Activity
The output must match the entries below exactly.
── Data ──
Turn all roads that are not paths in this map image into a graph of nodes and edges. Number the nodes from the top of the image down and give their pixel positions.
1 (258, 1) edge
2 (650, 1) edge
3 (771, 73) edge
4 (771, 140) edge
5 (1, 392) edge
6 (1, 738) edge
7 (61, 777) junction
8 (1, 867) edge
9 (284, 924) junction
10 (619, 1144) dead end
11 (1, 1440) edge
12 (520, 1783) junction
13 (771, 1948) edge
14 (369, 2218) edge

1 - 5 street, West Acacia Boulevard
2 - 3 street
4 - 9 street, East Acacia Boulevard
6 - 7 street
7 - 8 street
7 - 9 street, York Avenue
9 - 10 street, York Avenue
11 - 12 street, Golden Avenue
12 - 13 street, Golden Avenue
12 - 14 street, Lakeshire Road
───
Your solution
Turn all roads that are not paths in this map image into a graph of nodes and edges. Number the nodes from the top of the image down and give their pixel positions.
1 (258, 1) edge
2 (650, 1) edge
3 (771, 73) edge
4 (771, 140) edge
5 (1, 392) edge
6 (1, 738) edge
7 (61, 777) junction
8 (1, 867) edge
9 (284, 924) junction
10 (619, 1144) dead end
11 (1, 1440) edge
12 (520, 1783) junction
13 (771, 1948) edge
14 (369, 2218) edge

1 - 5 street, West Acacia Boulevard
2 - 3 street
4 - 9 street, East Acacia Boulevard
6 - 7 street
7 - 8 street
7 - 9 street, York Avenue
9 - 10 street, York Avenue
11 - 12 street, Golden Avenue
12 - 13 street, Golden Avenue
12 - 14 street, Lakeshire Road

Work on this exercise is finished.